YOUR GOAL — Answer with a single number: the count of lines below that hold "where".

Dataset entries
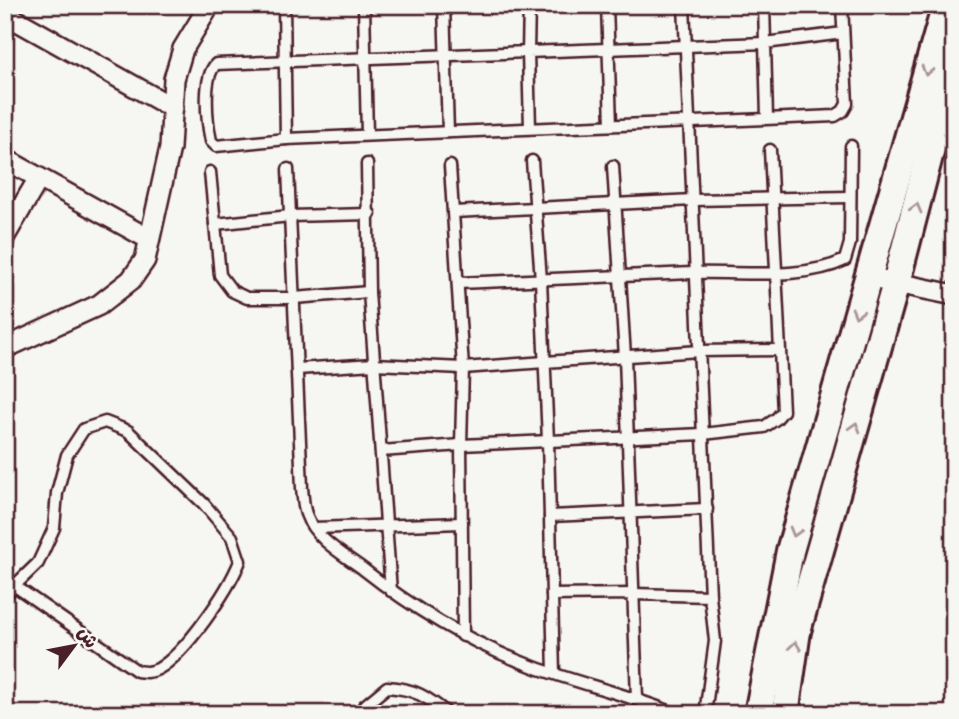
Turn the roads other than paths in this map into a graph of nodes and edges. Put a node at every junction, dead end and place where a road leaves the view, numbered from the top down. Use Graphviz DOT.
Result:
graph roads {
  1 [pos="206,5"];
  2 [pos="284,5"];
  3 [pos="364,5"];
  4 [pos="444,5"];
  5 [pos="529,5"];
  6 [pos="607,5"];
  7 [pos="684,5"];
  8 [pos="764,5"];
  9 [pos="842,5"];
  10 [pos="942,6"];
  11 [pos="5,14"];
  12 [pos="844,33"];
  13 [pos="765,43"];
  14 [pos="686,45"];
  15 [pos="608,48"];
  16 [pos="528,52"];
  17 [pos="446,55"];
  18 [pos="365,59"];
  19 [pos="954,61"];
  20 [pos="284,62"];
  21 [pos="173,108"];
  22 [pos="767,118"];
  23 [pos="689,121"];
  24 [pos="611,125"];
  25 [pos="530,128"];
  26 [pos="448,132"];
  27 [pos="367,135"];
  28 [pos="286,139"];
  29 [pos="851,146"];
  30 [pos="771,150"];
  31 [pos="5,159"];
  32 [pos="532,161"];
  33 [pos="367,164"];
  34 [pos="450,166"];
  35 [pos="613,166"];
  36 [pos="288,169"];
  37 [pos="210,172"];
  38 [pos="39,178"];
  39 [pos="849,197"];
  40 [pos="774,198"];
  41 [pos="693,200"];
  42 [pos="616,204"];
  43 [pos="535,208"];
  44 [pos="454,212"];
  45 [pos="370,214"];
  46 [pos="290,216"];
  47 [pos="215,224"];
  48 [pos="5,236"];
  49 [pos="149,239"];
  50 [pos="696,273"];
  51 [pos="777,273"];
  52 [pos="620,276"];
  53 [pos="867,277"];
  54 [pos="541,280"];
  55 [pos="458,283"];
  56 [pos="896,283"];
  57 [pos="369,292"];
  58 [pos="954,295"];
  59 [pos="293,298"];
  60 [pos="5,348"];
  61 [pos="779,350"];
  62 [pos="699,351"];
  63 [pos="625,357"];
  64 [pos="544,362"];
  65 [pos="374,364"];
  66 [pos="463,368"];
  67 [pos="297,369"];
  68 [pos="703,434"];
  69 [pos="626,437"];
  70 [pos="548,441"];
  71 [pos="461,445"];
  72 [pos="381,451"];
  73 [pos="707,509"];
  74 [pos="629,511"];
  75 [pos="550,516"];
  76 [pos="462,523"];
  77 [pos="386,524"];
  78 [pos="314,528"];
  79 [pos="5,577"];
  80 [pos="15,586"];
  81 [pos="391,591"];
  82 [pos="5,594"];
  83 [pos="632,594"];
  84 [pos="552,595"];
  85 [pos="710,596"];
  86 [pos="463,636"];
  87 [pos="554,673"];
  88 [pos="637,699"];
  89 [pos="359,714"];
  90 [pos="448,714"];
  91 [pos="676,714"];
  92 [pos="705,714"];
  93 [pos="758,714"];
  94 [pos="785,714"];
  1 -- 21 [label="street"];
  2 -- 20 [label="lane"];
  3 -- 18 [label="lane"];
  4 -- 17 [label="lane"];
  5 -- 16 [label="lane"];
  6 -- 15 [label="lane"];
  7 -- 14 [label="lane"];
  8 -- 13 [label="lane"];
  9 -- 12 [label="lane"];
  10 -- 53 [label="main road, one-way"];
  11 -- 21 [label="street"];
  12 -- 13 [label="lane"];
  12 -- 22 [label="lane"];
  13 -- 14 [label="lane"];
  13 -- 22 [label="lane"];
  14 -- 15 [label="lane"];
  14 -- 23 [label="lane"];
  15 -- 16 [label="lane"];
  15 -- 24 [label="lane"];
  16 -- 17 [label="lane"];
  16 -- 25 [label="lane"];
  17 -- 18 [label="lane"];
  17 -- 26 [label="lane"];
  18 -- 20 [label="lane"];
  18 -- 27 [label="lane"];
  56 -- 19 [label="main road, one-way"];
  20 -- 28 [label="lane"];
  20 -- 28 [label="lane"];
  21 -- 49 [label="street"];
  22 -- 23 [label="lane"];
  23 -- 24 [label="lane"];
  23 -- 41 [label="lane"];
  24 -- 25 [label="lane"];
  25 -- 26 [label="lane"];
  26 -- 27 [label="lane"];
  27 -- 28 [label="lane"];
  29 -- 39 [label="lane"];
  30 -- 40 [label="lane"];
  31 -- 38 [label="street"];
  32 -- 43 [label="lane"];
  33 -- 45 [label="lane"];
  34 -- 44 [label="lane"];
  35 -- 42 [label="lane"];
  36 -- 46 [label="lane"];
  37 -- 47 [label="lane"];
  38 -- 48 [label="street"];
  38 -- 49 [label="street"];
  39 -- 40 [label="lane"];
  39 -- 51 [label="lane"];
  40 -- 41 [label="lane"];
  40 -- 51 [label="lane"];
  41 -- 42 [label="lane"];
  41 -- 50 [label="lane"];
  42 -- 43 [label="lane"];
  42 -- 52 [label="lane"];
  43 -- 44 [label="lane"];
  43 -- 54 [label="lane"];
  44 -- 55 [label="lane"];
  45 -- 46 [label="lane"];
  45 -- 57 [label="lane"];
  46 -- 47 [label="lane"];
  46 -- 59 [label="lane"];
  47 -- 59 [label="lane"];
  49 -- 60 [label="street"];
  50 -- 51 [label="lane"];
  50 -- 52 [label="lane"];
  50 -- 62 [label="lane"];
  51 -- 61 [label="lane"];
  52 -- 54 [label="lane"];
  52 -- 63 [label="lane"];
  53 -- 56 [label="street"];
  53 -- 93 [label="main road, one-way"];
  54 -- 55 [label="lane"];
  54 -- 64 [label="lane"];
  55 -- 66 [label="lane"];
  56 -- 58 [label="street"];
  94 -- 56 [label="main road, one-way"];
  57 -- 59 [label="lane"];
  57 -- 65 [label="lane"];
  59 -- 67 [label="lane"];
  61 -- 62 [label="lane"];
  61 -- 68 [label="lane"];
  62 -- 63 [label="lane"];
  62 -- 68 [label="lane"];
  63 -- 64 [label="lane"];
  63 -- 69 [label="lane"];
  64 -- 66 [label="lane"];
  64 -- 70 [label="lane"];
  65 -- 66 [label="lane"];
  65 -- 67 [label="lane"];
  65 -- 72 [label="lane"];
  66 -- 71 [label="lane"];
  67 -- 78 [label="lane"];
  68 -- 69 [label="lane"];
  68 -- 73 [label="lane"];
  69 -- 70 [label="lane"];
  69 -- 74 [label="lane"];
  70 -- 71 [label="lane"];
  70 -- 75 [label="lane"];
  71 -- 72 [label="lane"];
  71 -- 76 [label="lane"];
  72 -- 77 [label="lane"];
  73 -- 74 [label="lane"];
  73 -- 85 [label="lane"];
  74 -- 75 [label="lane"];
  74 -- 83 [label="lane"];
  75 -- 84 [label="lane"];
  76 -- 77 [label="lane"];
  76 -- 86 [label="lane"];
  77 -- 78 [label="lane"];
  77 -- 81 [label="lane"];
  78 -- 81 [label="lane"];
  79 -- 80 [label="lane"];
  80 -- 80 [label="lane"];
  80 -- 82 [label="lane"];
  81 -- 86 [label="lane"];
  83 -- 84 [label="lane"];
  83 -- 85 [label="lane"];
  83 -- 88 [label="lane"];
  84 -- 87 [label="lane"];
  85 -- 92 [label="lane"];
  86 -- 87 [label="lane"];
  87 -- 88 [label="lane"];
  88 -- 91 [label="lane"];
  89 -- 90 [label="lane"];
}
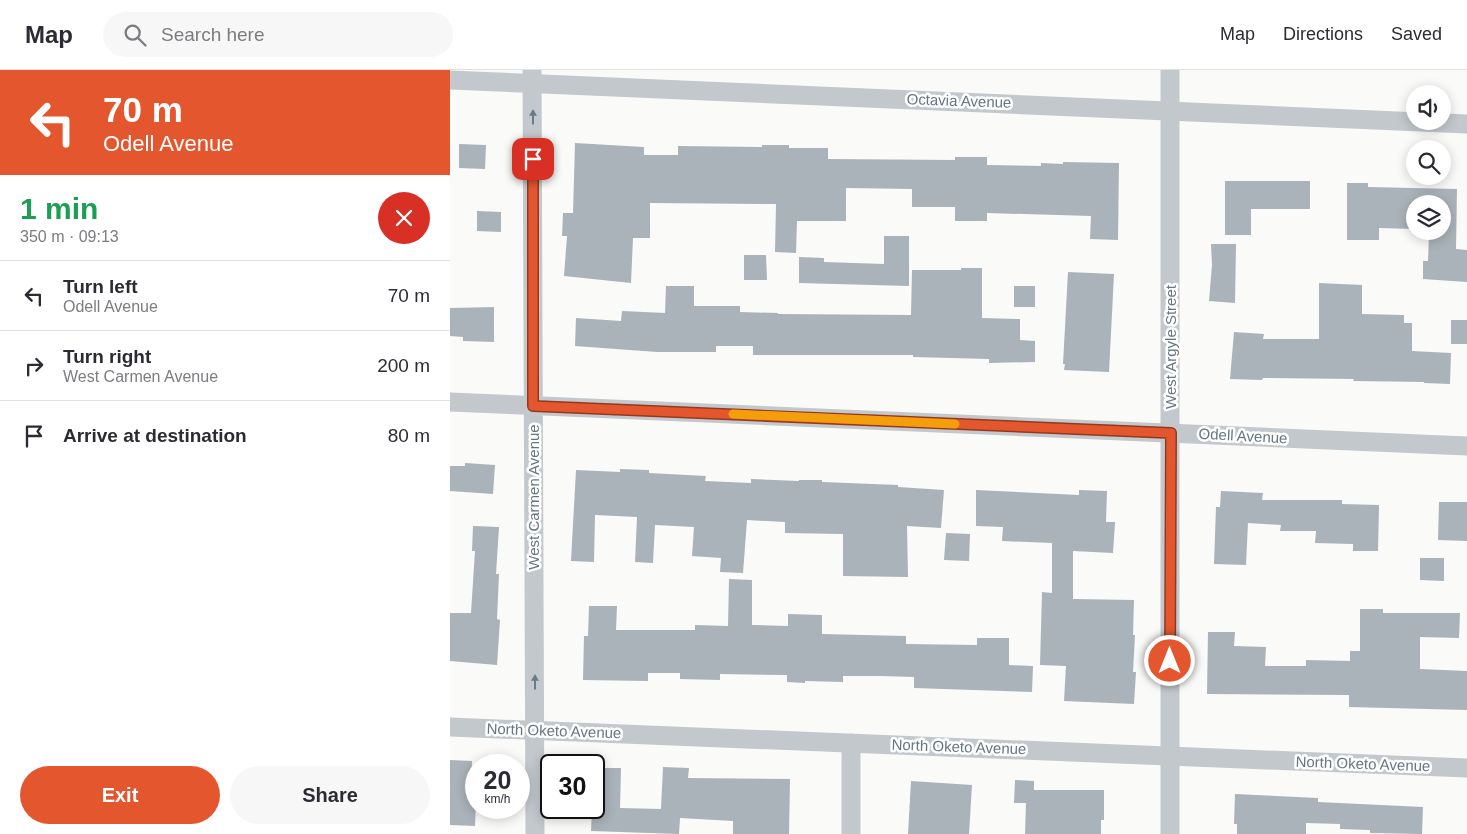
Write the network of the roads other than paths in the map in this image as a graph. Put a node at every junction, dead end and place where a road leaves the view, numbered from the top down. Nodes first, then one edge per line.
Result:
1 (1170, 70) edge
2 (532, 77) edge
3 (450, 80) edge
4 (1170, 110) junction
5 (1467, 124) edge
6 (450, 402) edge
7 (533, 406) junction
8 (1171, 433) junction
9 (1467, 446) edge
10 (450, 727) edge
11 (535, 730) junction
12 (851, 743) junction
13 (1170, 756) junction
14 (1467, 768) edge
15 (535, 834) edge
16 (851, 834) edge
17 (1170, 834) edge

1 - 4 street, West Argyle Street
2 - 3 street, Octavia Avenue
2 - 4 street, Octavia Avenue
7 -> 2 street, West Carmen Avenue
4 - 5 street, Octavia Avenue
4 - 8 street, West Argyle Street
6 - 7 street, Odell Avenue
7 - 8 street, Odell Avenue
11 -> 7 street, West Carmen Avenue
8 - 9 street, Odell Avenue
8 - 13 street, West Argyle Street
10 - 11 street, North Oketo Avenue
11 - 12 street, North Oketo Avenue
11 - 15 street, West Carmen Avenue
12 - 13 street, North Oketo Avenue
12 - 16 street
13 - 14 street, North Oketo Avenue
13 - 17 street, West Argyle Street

WRITTEN RESPONSE — 2